The abbey reached the peak of its importance in the century following its take-over by Cluny Abbey in 1065, when it was famed for its literature and music. However, the shrine was stolen by Henry II of England, who was also the Duke of Aquitaine. Turmoil in the land was interpreted as the saint's response to the disturbance of his bones. The body was reburied and an altar placed above it.
The disturbances of the 12th century were followed by a period of rebuilding and a century of renewed prosperity. However, they had been only a foretaste of the destruction and disruption of the Hundred Years' War. The Limousin was not spared in the dynastic and religious conflicts of the 16th and 17th centuries. The abbey went through a protracted decline and it never recovered the greatness of its heyday.
There was considerable rebuilding and repair in the early 18th century. However, in 1791, during the French Revolution, the abbey community was dissolved, and in the following year the sacking and demolition of the building began. By 1807 this was complete. The area was levelled and turned into a new public space, the Place de la République. Portions of the relics of the martyrs, allegedly saved by faithful Catholic citizens of Limoges, were rehoused in the nearby church of St. Michel des Lions. The twin Castle and Cathedral cities were at last unified into a single municipality under secular governance.
Excavations were carried out from 1960, on the initiative of the city council, in the hope of uncovering the remains of the abbey and the shrine of Saint Martial. By 1962, the crypt containing the tombs of Saints Martial and Valerie had been rediscovered. Excavations were then pushed further to the east, revealing more church buildings belonging to the abbey. From 1966, the crypt with the surrounding area was consolidated and opened to the public, the whole being covered with a large concrete slab. Today, it is entered down a flight of steps from the Place de la République above. Admission is free.
Excavations started again in July 2015 to carry out detailed studies of the remains before revamping of the Place de la Republique.
The abbey was the center of several important developments in medieval music, including liturgical chant, early polyphony and troubadours' songs. The first chant manuscripts show revisions of the early 11th century, when Roger de Chabannes introduced his nephew Adémar as cantor and scriptor of notation.[1] A significant body of plainchant and tonaries for its modal classification had been written at the scriptorium of this Abbey (among them Pa 909, 1120, 1121, 1132, 1240).

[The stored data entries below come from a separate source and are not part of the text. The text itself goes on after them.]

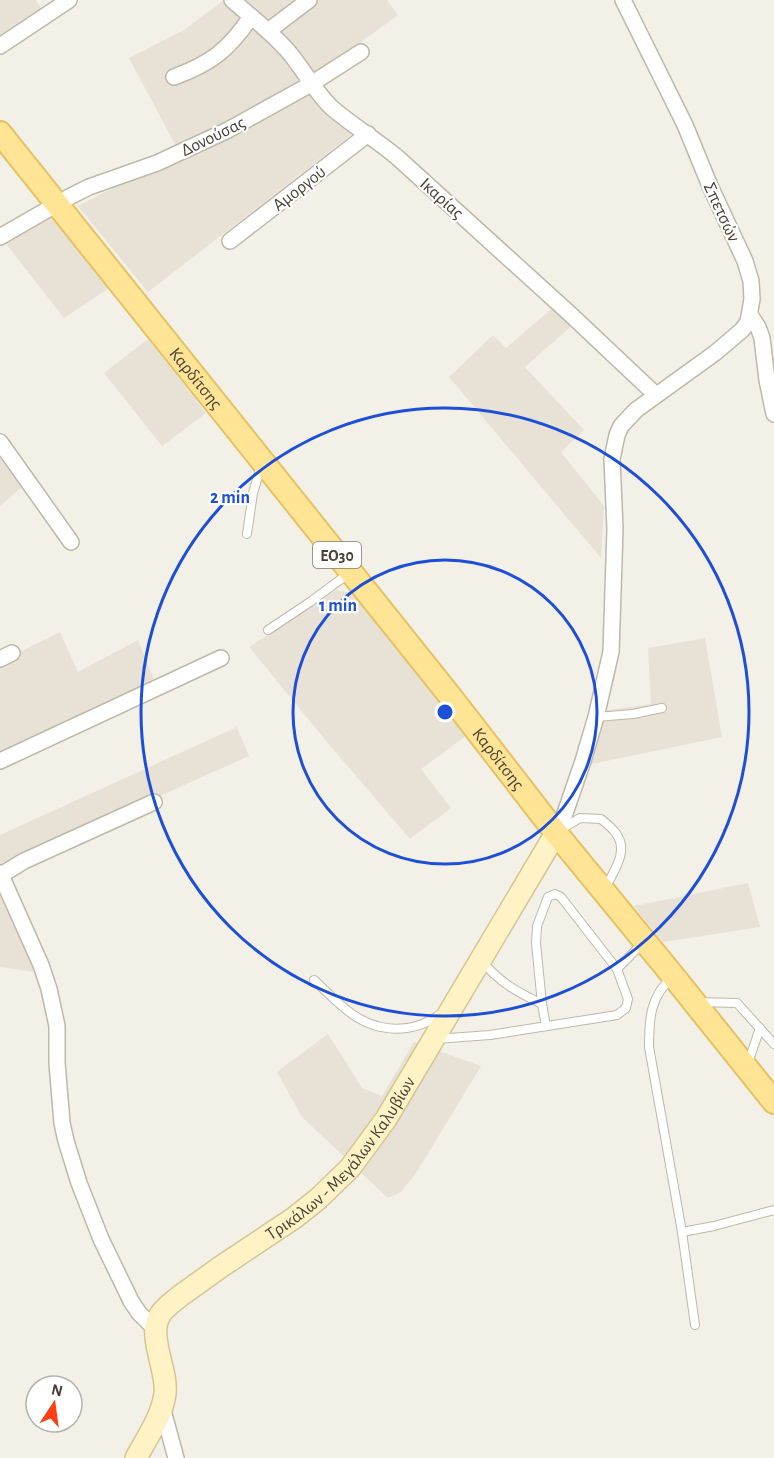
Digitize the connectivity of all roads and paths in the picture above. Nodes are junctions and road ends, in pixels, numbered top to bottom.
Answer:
1 (69, 0) edge
2 (232, 0) edge
3 (309, 0) edge
4 (627, 2) edge
5 (251, 16) junction
6 (268, 31) junction
7 (0, 46) edge
8 (362, 52) dead end
9 (174, 77) dead end
10 (311, 84) junction
11 (0, 133) edge
12 (368, 134) junction
13 (56, 204) junction
14 (0, 237) edge
15 (230, 241) dead end
16 (750, 315) junction
17 (656, 395) junction
18 (774, 414) edge
19 (0, 442) edge
20 (263, 461) junction
21 (247, 534) dead end
22 (71, 542) dead end
23 (351, 572) junction
24 (268, 630) dead end
25 (221, 658) dead end
26 (662, 708) dead end
27 (596, 717) junction
28 (0, 761) edge
29 (154, 802) dead end
30 (556, 833) junction
31 (1, 874) edge
32 (603, 891) junction
33 (645, 941) junction
34 (481, 960) junction
35 (617, 969) junction
36 (674, 977) junction
37 (314, 980) dead end
38 (694, 1002) junction
39 (455, 1004) junction
40 (542, 1004) junction
41 (546, 1026) junction
42 (760, 1028) junction
43 (434, 1039) junction
44 (774, 1044) edge
45 (746, 1068) junction
46 (774, 1102) edge
47 (774, 1210) edge
48 (682, 1232) junction
49 (695, 1325) dead end
50 (156, 1330) junction
51 (162, 1407) junction
52 (136, 1458) edge
53 (176, 1458) edge

1 - 7 street
2 - 5 street, Ικαρίας
3 - 6 street
4 - 16 street, Σπετσών
5 - 6 street, Ικαρίας
5 - 9 street
6 - 10 street, Ικαρίας
8 - 10 street, Δονούσας
10 - 12 street, Ικαρίας
10 - 13 street, Δονούσας
11 - 13 main road, Καρδίτσης / ΕΟ30
12 - 15 street, Αμοργού
12 - 17 street, Ικαρίας
13 - 14 street, Δονούσας
13 - 20 main road, Καρδίτσης / ΕΟ30
16 - 17 street
16 - 18 street
17 - 27 street
19 - 22 street
20 - 21 lane
20 - 23 main road, Καρδίτσης / ΕΟ30
23 - 24 lane
23 - 30 main road, Καρδίτσης / ΕΟ30
25 - 28 street
26 - 27 lane
27 - 30 street
29 - 31 street
30 - 32 main road, Καρδίτσης / ΕΟ30
30 - 32 lane
30 - 34 street, Τρικάλων - Μεγάλων Καλυβίων
31 - 50 street
32 - 33 main road, Καρδίτσης / ΕΟ30
33 - 35 lane
33 - 36 main road, Καρδίτσης / ΕΟ30
34 - 39 street, Τρικάλων - Μεγάλων Καλυβίων
34 - 40 lane
35 - 40 lane
35 - 41 lane
36 - 38 main road, Καρδίτσης / ΕΟ30
36 - 48 lane
37 - 39 lane
38 - 42 lane
38 - 45 main road, Καρδίτσης / ΕΟ30
39 - 43 street, Τρικάλων - Μεγάλων Καλυβίων
40 - 41 lane
41 - 43 lane
42 - 44 lane
42 - 45 lane
43 - 50 street, Τρικάλων - Μεγάλων Καλυβίων
45 - 46 main road, Καρδίτσης / ΕΟ30
47 - 48 lane
48 - 49 lane
50 - 51 street
51 - 52 street
51 - 53 street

Adémar de Chabannes composed not only sequences and prosulae, but also music for a festal octave for the Patron St Martial.[2] He engaged in vain for the recognition of St Martial as an apostle, which was the only condition to celebrate the patron a whole week long.[3] Among the earliest sequences composed there is the Swan Sequence from c.850 (Pa 1139). The St. Martial school of music and its library contributed and collected an almost complete repertoire of West Frankish tropes and sequences, as well as the so-called Aquitanian polyphony (Pa 1139, 3549, 3719), because cantors of the region had been most inventive in quite original compositions, dealing with all kinds of troped poetry, and two part settings between discant and florid organum.
It is a famous site for 12th century sacred and secular church music. Some of the earliest troubadour lyrics with their accompanying melodies were extant in manuscripts at St. Martial's, now preserved at the Bibliothèque Nationale.